• [PROBLEM DETAILS]:
Write out each line below precisely, passing over the pictures.

• [STORED DATA]:
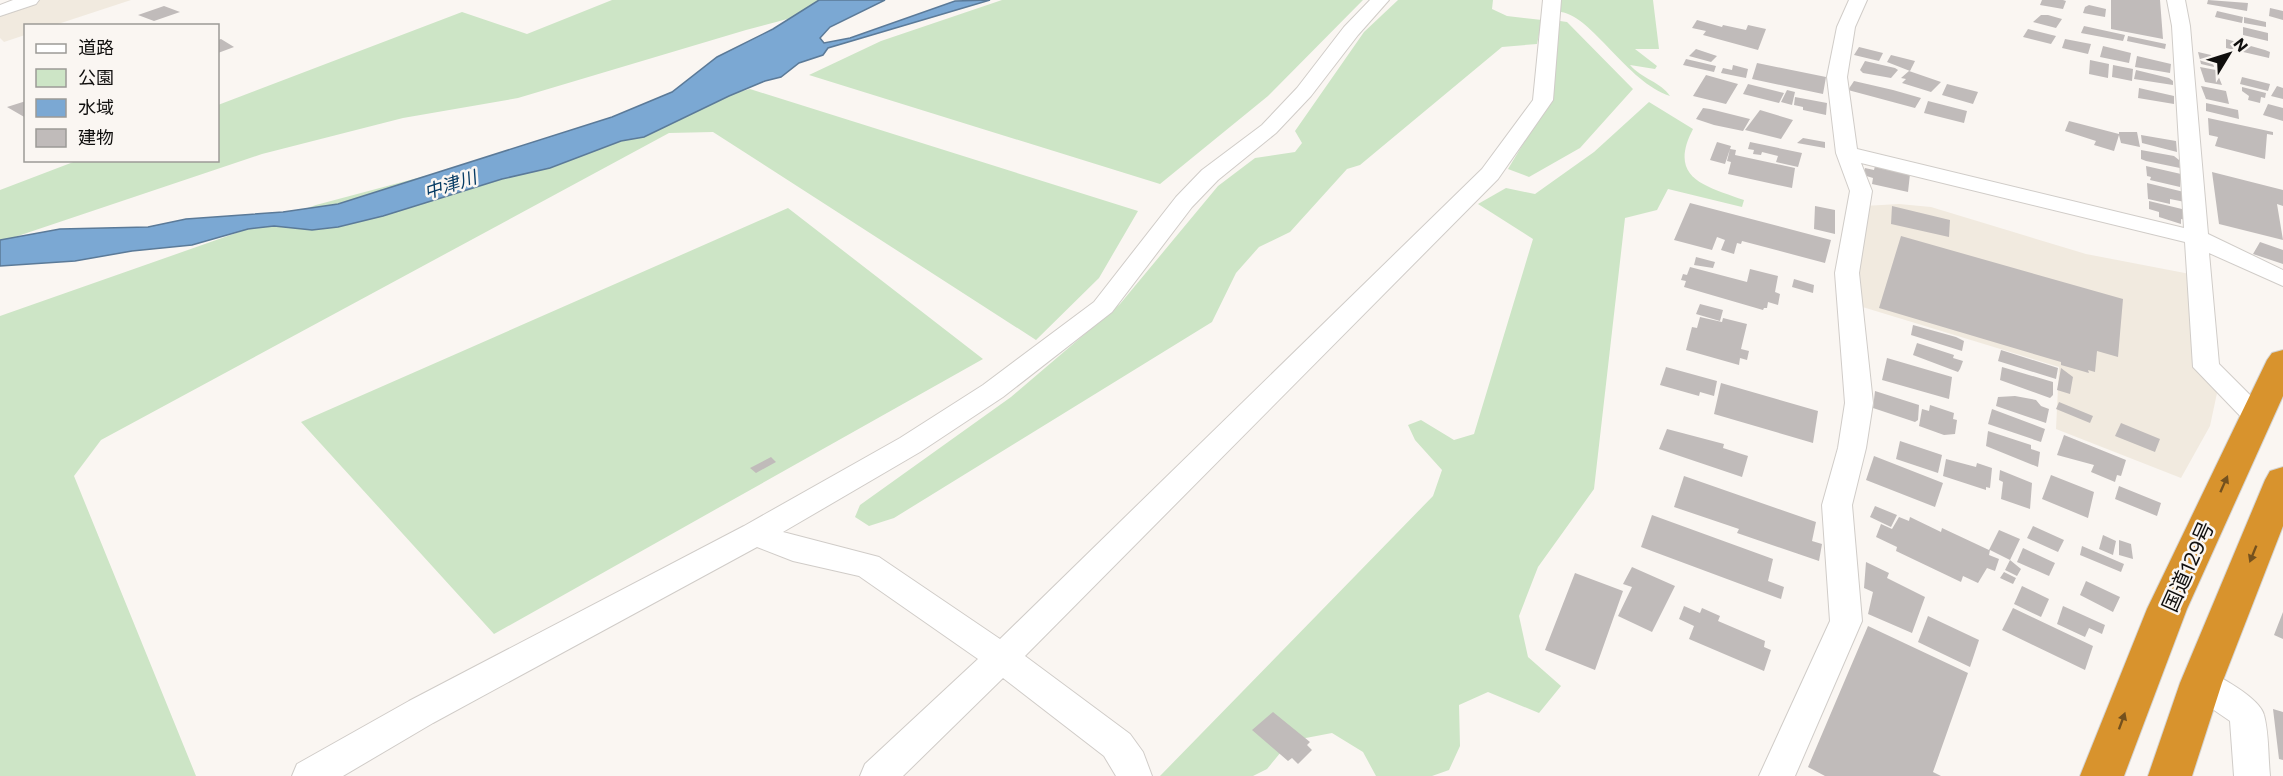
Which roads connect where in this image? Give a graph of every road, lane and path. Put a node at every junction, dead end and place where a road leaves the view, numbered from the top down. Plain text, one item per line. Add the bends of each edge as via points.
1 (30, 0) edge
2 (1380, 0) edge
3 (1552, 0) edge
4 (1858, 0) edge
5 (2176, 0) edge
6 (0, 11) edge
7 (1847, 153) junction
8 (2198, 238) junction
9 (2283, 279) edge
10 (2283, 360) edge
11 (2256, 415) junction
12 (2283, 480) edge
13 (755, 534) junction
14 (1002, 658) junction
15 (2200, 683) junction
16 (2260, 774) edge
17 (310, 776) edge
18 (878, 776) edge
19 (1134, 776) edge
20 (1777, 776) edge
21 (2102, 776) edge
22 (2170, 776) edge

1 - 6 street
2 - 13 street via 1269,129 1210,175 1184,202 1103,307 993,391 910,445
3 - 14 street via 1543,100 1490,174
4 - 7 street via 1846,27 1838,77
5 - 8 street
7 - 8 street
7 - 20 street via 1861,191 1847,273 1858,403 1852,448 1837,505 1846,621
8 - 9 street
8 - 11 street via 2206,367
10 - 11 highway, 国道129号
21 -> 11 highway, 国道129号 via 2167,609
12 -> 15 highway
13 - 14 street via 793,549 868,566
13 - 17 street via 421,712
14 - 18 street
14 - 19 street via 1117,745
15 - 16 street via 2247,714
15 - 22 highway

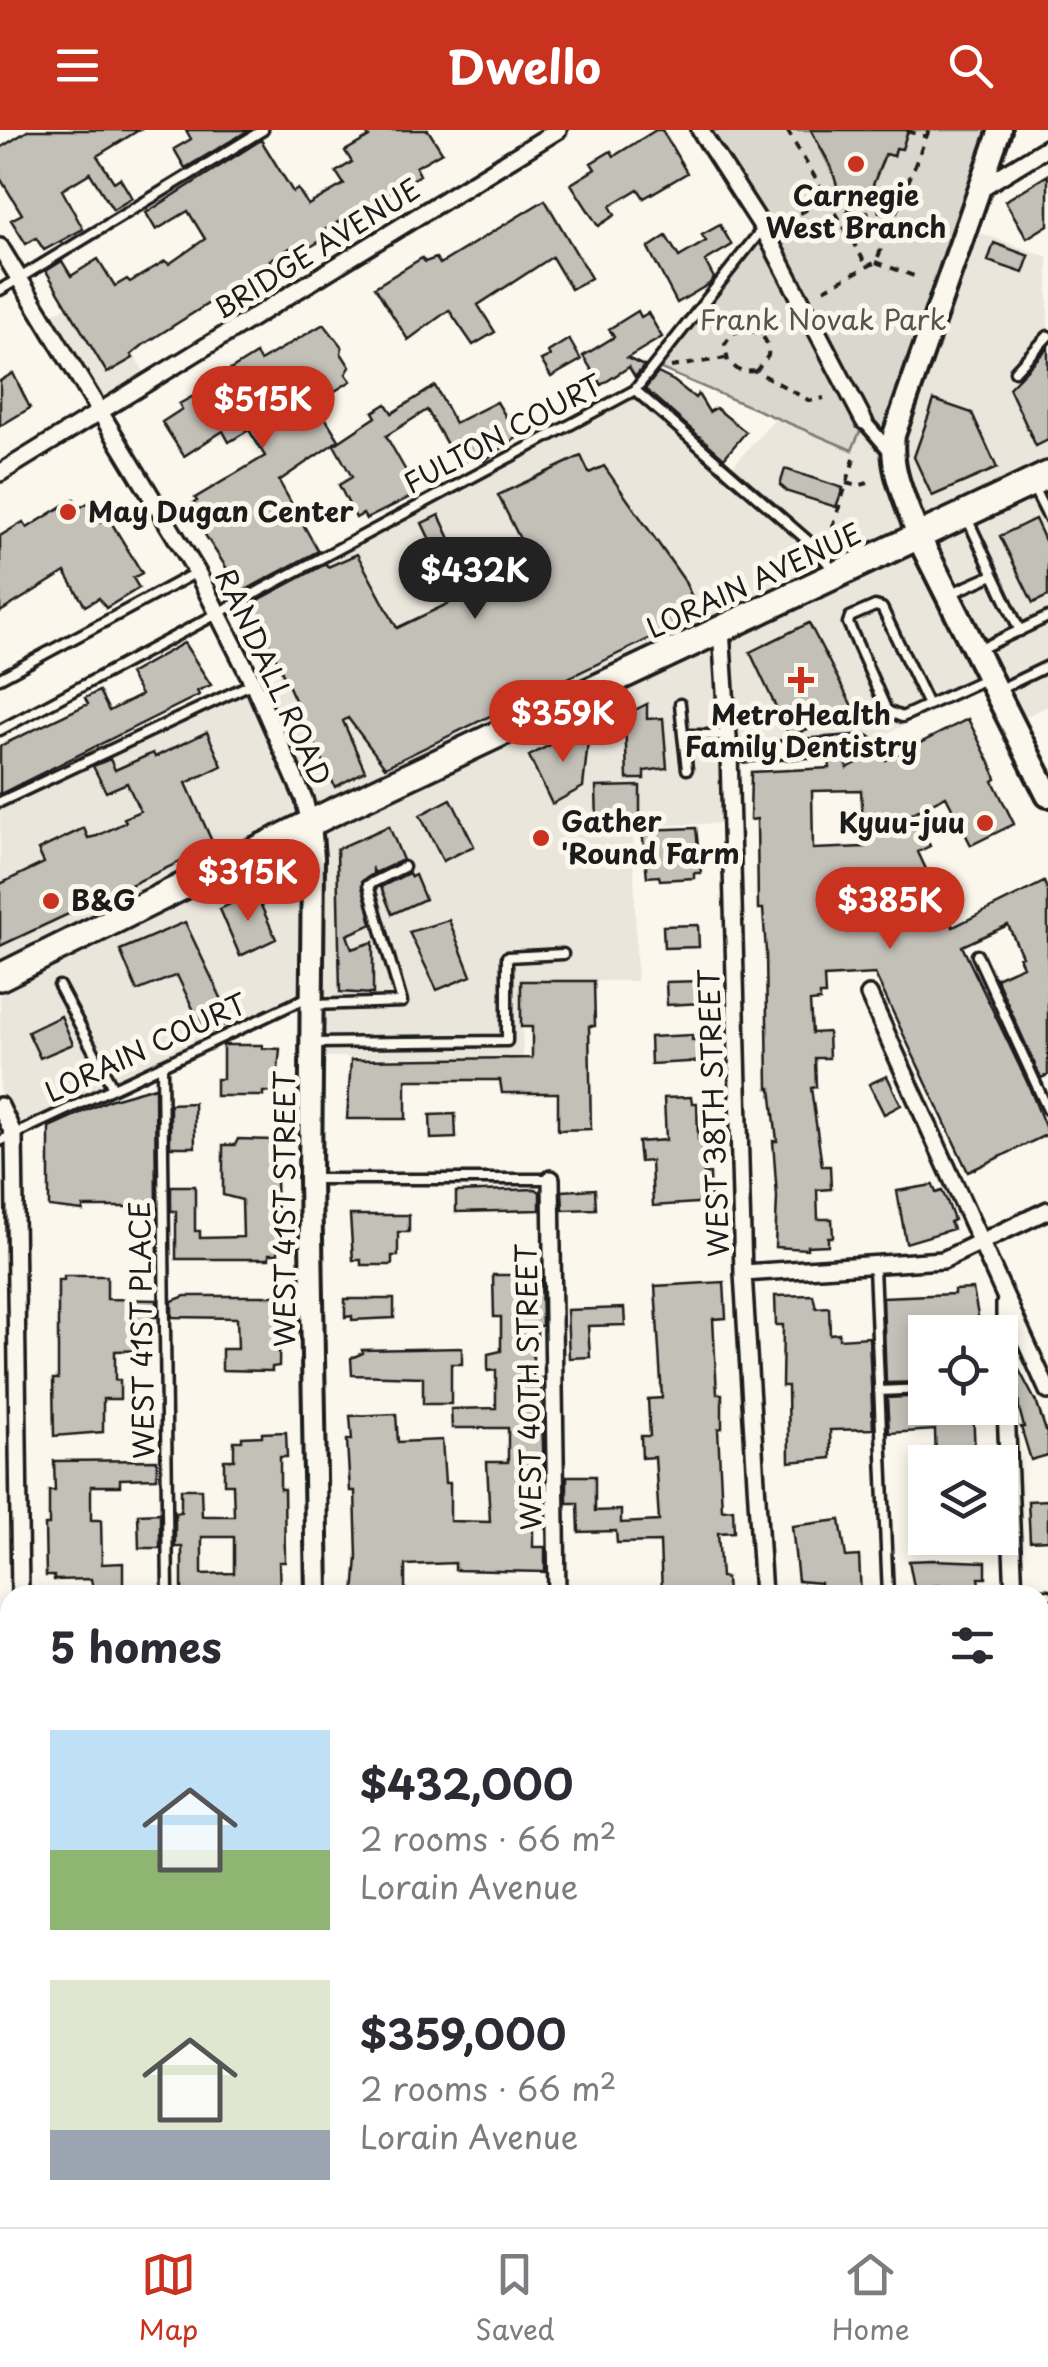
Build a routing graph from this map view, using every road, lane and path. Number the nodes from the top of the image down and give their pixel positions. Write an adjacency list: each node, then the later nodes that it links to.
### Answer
1 (263, 130): 20 (lane)
2 (558, 130): 32 (street, BRIDGE AVENUE)
3 (700, 130): 15 (street)
4 (786, 130): 11 (path)
5 (929, 130): 8 (path)
6 (1000, 130): 10 (street)
7 (907, 131): 8 (path)
8 (926, 137): 13 (path)
9 (1048, 148): 10 (street)
10 (981, 188): 34 (street)
11 (823, 192): 12 (path); 14 (path)
12 (832, 206): 13 (path); 18 (path)
13 (898, 208): 17 (path)
14 (786, 222)
15 (763, 228): 27 (lane, FULTON COURT); 33 (street)
16 (0, 247): 20 (street, RANDALL ROAD)
17 (876, 262): 18 (path); 19 (path)
18 (868, 266): 21 (path)
19 (914, 276)
20 (20, 278): 22 (lane); 32 (street, RANDALL ROAD)
21 (824, 288)
22 (0, 290)
23 (776, 314): 24 (path)
24 (760, 334): 26 (path); 28 (path)
25 (1048, 336): 29 (lane)
26 (726, 358): 27 (path); 28 (path)
27 (654, 366): 30 (lane, FULTON COURT)
28 (756, 370): 31 (path)
29 (1015, 371)
30 (635, 390): 45 (lane); 48 (lane, FULTON COURT)
31 (824, 398)
32 (101, 412): 36 (street, BRIDGE AVENUE); 44 (street, RANDALL ROAD)
33 (864, 421): 34 (street)
34 (891, 452): 42 (street)
35 (855, 456): 38 (path)
36 (0, 473)
37 (1040, 479): 40 (main road, LORAIN AVENUE); 41 (lane)
38 (846, 482): 39 (path); 43 (path)
39 (868, 483)
40 (965, 514): 42 (main road, LORAIN AVENUE); 46 (lane)
41 (1048, 518)
42 (918, 536): 45 (main road, LORAIN AVENUE); 47 (main road)
43 (826, 547)
44 (196, 572): 48 (street, RANDALL ROAD); 54 (lane)
45 (837, 575): 50 (main road, LORAIN AVENUE)
46 (993, 575): 47 (lane); 51 (lane)
47 (948, 595): 52 (main road)
48 (218, 612): 55 (street, RANDALL ROAD); 59 (lane, FULTON COURT)
49 (1048, 618): 51 (lane)
50 (721, 629): 61 (street, WEST 38TH STREET); 67 (main road, LORAIN AVENUE)
51 (1020, 631): 52 (lane)
52 (976, 651): 56 (main road)
53 (1048, 666): 56 (lane)
54 (0, 678)
55 (253, 682): 66 (lane); 67 (street, RANDALL ROAD)
56 (992, 684): 58 (lane); 65 (main road)
57 (680, 704): 60 (lane)
58 (928, 705): 58 (lane)
59 (0, 730)
60 (683, 735): 61 (lane); 64 (lane)
61 (728, 735): 63 (street, WEST 38TH STREET)
62 (864, 744): 63 (street)
63 (729, 754): 86 (street, WEST 38TH STREET)
64 (687, 768)
65 (1045, 783)
66 (0, 802)
67 (310, 823): 71 (main road, LORAIN AVENUE); 74 (street, WEST 41ST STREET)
68 (404, 867): 74 (lane)
69 (562, 954): 75 (lane)
70 (977, 955): 79 (lane)
71 (0, 976)
72 (59, 986): 77 (lane)
73 (869, 995): 84 (street)
74 (312, 1000): 75 (street, WEST 41ST STREET); 76 (lane, LORAIN COURT)
75 (312, 1043): 81 (street, WEST 41ST STREET)
76 (162, 1064): 77 (lane, LORAIN COURT); 96 (lane, WEST 41ST PLACE)
77 (113, 1088): 80 (lane, LORAIN COURT)
78 (0, 1106): 80 (street)
79 (1048, 1110)
80 (7, 1138): 90 (street)
81 (310, 1179): 82 (lane); 97 (street, WEST 41ST STREET)
82 (550, 1179): 98 (street, WEST 40TH STREET)
83 (1048, 1210): 84 (street)
84 (983, 1241): 85 (street); 87 (street)
85 (874, 1267): 86 (street); 92 (lane)
86 (744, 1273): 99 (street, WEST 38TH STREET)
87 (1004, 1299): 88 (street); 93 (street)
88 (1004, 1315)
89 (0, 1358): 90 (street)
90 (18, 1358): 95 (street)
91 (908, 1390): 92 (lane)
92 (879, 1391): 100 (lane)
93 (1048, 1391)
94 (1004, 1425): 101 (street)
95 (20, 1585)
96 (168, 1585)
97 (317, 1585)
98 (557, 1585)
99 (762, 1585)
100 (888, 1585)
101 (1013, 1585)

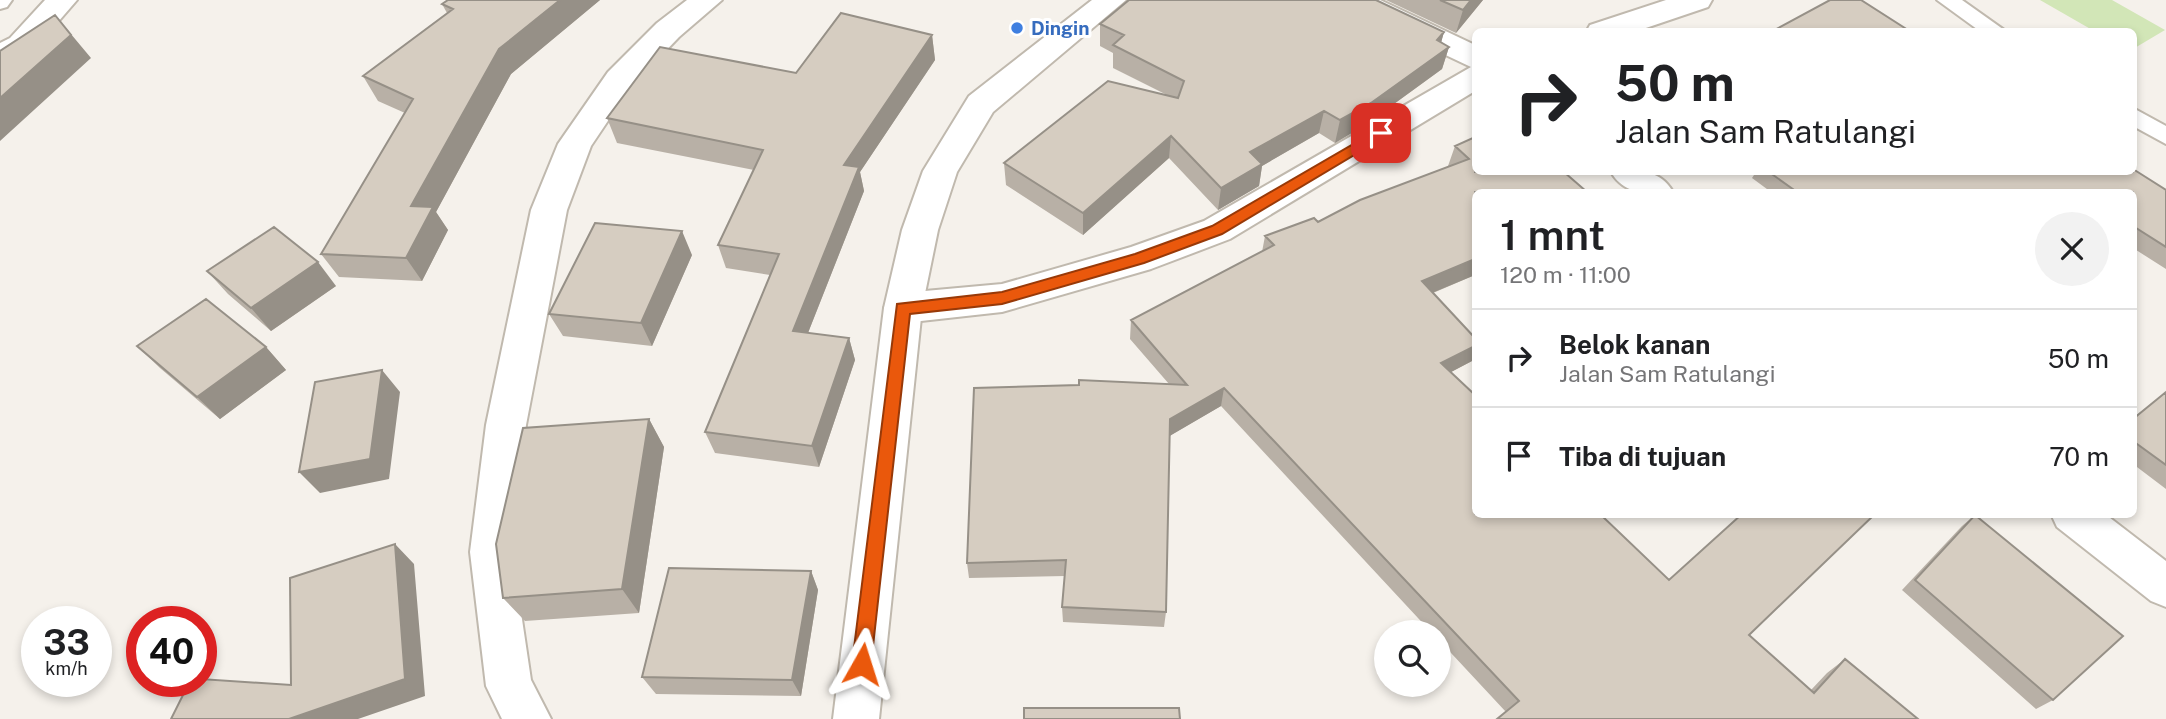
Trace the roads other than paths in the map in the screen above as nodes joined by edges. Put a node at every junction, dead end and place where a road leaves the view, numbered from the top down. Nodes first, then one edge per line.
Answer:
1 (62, 0) edge
2 (707, 0) edge
3 (1111, 0) edge
4 (1355, 0) edge
5 (1697, 0) edge
6 (1947, 0) edge
7 (1613, 28) edge
8 (1991, 28) edge
9 (0, 57) edge
10 (1472, 57) edge
11 (1472, 79) edge
12 (2137, 118) edge
13 (2166, 136) edge
14 (1632, 175) edge
15 (1652, 189) edge
16 (903, 309) junction
17 (2077, 518) edge
18 (2166, 587) edge
19 (528, 719) edge
20 (856, 719) edge

1 - 9 street
2 - 19 street
3 - 16 street
4 - 10 street
5 - 7 street
6 - 8 lane
11 - 16 street
12 - 13 lane
14 - 15 street
16 - 20 street
17 - 18 street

• [PROBLEM SOLUTION]:
Which roads connect where in this image? Give a graph of every road, lane and path. Put a node at every junction, dead end and place where a road leaves the view, numbered from the top down. Plain text, one item per line. Add the bends of each edge as via points.
1 (30, 0) edge
2 (1380, 0) edge
3 (1552, 0) edge
4 (1858, 0) edge
5 (2176, 0) edge
6 (0, 11) edge
7 (1847, 153) junction
8 (2198, 238) junction
9 (2283, 279) edge
10 (2283, 360) edge
11 (2256, 415) junction
12 (2283, 480) edge
13 (755, 534) junction
14 (1002, 658) junction
15 (2200, 683) junction
16 (2260, 774) edge
17 (310, 776) edge
18 (878, 776) edge
19 (1134, 776) edge
20 (1777, 776) edge
21 (2102, 776) edge
22 (2170, 776) edge

1 - 6 street
2 - 13 street via 1269,129 1210,175 1184,202 1103,307 993,391 910,445
3 - 14 street via 1543,100 1490,174
4 - 7 street via 1846,27 1838,77
5 - 8 street
7 - 8 street
7 - 20 street via 1861,191 1847,273 1858,403 1852,448 1837,505 1846,621
8 - 9 street
8 - 11 street via 2206,367
10 - 11 highway, 国道129号
21 -> 11 highway, 国道129号 via 2167,609
12 -> 15 highway
13 - 14 street via 793,549 868,566
13 - 17 street via 421,712
14 - 18 street
14 - 19 street via 1117,745
15 - 16 street via 2247,714
15 - 22 highway

Build a routing graph from this map view, using every road, lane and path. Number the nodes from the top of the image down and give their pixel positions. Write an adjacency list: each node, then the later nodes that it links to.
### Answer
1 (263, 130): 20 (lane)
2 (558, 130): 32 (street, BRIDGE AVENUE)
3 (700, 130): 15 (street)
4 (786, 130): 11 (path)
5 (929, 130): 8 (path)
6 (1000, 130): 10 (street)
7 (907, 131): 8 (path)
8 (926, 137): 13 (path)
9 (1048, 148): 10 (street)
10 (981, 188): 34 (street)
11 (823, 192): 12 (path); 14 (path)
12 (832, 206): 13 (path); 18 (path)
13 (898, 208): 17 (path)
14 (786, 222)
15 (763, 228): 27 (lane, FULTON COURT); 33 (street)
16 (0, 247): 20 (street, RANDALL ROAD)
17 (876, 262): 18 (path); 19 (path)
18 (868, 266): 21 (path)
19 (914, 276)
20 (20, 278): 22 (lane); 32 (street, RANDALL ROAD)
21 (824, 288)
22 (0, 290)
23 (776, 314): 24 (path)
24 (760, 334): 26 (path); 28 (path)
25 (1048, 336): 29 (lane)
26 (726, 358): 27 (path); 28 (path)
27 (654, 366): 30 (lane, FULTON COURT)
28 (756, 370): 31 (path)
29 (1015, 371)
30 (635, 390): 45 (lane); 48 (lane, FULTON COURT)
31 (824, 398)
32 (101, 412): 36 (street, BRIDGE AVENUE); 44 (street, RANDALL ROAD)
33 (864, 421): 34 (street)
34 (891, 452): 42 (street)
35 (855, 456): 38 (path)
36 (0, 473)
37 (1040, 479): 40 (main road, LORAIN AVENUE); 41 (lane)
38 (846, 482): 39 (path); 43 (path)
39 (868, 483)
40 (965, 514): 42 (main road, LORAIN AVENUE); 46 (lane)
41 (1048, 518)
42 (918, 536): 45 (main road, LORAIN AVENUE); 47 (main road)
43 (826, 547)
44 (196, 572): 48 (street, RANDALL ROAD); 54 (lane)
45 (837, 575): 50 (main road, LORAIN AVENUE)
46 (993, 575): 47 (lane); 51 (lane)
47 (948, 595): 52 (main road)
48 (218, 612): 55 (street, RANDALL ROAD); 59 (lane, FULTON COURT)
49 (1048, 618): 51 (lane)
50 (721, 629): 61 (street, WEST 38TH STREET); 67 (main road, LORAIN AVENUE)
51 (1020, 631): 52 (lane)
52 (976, 651): 56 (main road)
53 (1048, 666): 56 (lane)
54 (0, 678)
55 (253, 682): 66 (lane); 67 (street, RANDALL ROAD)
56 (992, 684): 58 (lane); 65 (main road)
57 (680, 704): 60 (lane)
58 (928, 705): 58 (lane)
59 (0, 730)
60 (683, 735): 61 (lane); 64 (lane)
61 (728, 735): 63 (street, WEST 38TH STREET)
62 (864, 744): 63 (street)
63 (729, 754): 86 (street, WEST 38TH STREET)
64 (687, 768)
65 (1045, 783)
66 (0, 802)
67 (310, 823): 71 (main road, LORAIN AVENUE); 74 (street, WEST 41ST STREET)
68 (404, 867): 74 (lane)
69 (562, 954): 75 (lane)
70 (977, 955): 79 (lane)
71 (0, 976)
72 (59, 986): 77 (lane)
73 (869, 995): 84 (street)
74 (312, 1000): 75 (street, WEST 41ST STREET); 76 (lane, LORAIN COURT)
75 (312, 1043): 81 (street, WEST 41ST STREET)
76 (162, 1064): 77 (lane, LORAIN COURT); 96 (lane, WEST 41ST PLACE)
77 (113, 1088): 80 (lane, LORAIN COURT)
78 (0, 1106): 80 (street)
79 (1048, 1110)
80 (7, 1138): 90 (street)
81 (310, 1179): 82 (lane); 97 (street, WEST 41ST STREET)
82 (550, 1179): 98 (street, WEST 40TH STREET)
83 (1048, 1210): 84 (street)
84 (983, 1241): 85 (street); 87 (street)
85 (874, 1267): 86 (street); 92 (lane)
86 (744, 1273): 99 (street, WEST 38TH STREET)
87 (1004, 1299): 88 (street); 93 (street)
88 (1004, 1315)
89 (0, 1358): 90 (street)
90 (18, 1358): 95 (street)
91 (908, 1390): 92 (lane)
92 (879, 1391): 100 (lane)
93 (1048, 1391)
94 (1004, 1425): 101 (street)
95 (20, 1585)
96 (168, 1585)
97 (317, 1585)
98 (557, 1585)
99 (762, 1585)
100 (888, 1585)
101 (1013, 1585)

Trace the roads other than paths in the map in the screen above as nodes joined by edges. Put a node at every junction, dead end and place where a road leaves the view, numbered from the top down. Nodes first, then one edge per line.
Answer:
1 (62, 0) edge
2 (707, 0) edge
3 (1111, 0) edge
4 (1355, 0) edge
5 (1697, 0) edge
6 (1947, 0) edge
7 (1613, 28) edge
8 (1991, 28) edge
9 (0, 57) edge
10 (1472, 57) edge
11 (1472, 79) edge
12 (2137, 118) edge
13 (2166, 136) edge
14 (1632, 175) edge
15 (1652, 189) edge
16 (903, 309) junction
17 (2077, 518) edge
18 (2166, 587) edge
19 (528, 719) edge
20 (856, 719) edge

1 - 9 street
2 - 19 street
3 - 16 street
4 - 10 street
5 - 7 street
6 - 8 lane
11 - 16 street
12 - 13 lane
14 - 15 street
16 - 20 street
17 - 18 street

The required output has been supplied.